Source information:
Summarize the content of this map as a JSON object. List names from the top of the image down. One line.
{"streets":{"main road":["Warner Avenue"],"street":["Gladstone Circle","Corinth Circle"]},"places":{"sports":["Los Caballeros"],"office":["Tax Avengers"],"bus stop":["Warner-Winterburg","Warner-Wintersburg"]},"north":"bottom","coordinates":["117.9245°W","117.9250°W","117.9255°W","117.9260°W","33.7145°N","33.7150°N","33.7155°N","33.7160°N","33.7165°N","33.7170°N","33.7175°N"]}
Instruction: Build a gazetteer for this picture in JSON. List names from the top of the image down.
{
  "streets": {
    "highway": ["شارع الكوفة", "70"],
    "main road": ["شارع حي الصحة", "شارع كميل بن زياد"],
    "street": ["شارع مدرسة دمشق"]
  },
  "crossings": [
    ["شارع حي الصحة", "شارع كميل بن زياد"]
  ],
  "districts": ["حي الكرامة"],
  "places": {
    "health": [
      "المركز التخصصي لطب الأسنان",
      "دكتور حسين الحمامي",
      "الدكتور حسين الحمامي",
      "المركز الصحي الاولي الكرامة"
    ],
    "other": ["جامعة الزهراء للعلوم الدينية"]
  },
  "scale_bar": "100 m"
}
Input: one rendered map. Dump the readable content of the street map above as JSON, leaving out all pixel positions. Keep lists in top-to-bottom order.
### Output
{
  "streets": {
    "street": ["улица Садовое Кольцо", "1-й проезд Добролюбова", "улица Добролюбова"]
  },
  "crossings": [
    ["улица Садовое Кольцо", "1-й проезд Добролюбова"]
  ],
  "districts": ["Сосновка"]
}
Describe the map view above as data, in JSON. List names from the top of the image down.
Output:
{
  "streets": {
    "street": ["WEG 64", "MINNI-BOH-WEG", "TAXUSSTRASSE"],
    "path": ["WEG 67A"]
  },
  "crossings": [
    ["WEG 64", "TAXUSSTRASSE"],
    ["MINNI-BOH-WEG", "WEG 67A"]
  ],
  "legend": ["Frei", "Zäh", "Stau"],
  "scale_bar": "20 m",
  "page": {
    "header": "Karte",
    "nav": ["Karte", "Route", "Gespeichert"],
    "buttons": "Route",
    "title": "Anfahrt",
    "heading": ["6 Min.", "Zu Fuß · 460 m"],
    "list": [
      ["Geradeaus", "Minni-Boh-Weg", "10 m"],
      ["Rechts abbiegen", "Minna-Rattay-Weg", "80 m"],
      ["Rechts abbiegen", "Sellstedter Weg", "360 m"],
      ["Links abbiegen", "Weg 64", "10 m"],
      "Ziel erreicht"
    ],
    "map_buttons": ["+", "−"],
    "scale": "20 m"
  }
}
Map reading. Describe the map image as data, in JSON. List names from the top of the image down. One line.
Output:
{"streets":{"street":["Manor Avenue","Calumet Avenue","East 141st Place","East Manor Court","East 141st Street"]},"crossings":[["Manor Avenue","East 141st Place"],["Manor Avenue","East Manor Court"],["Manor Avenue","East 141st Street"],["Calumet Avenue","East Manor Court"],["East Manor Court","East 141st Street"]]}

Exercise goal:
Using the word "data" as the filter, copy each matching line from the material.

Completed exercise:
Describe the map view above as data, in JSON. List names from the top of the image down.
Map reading. Describe the map image as data, in JSON. List names from the top of the image down. One line.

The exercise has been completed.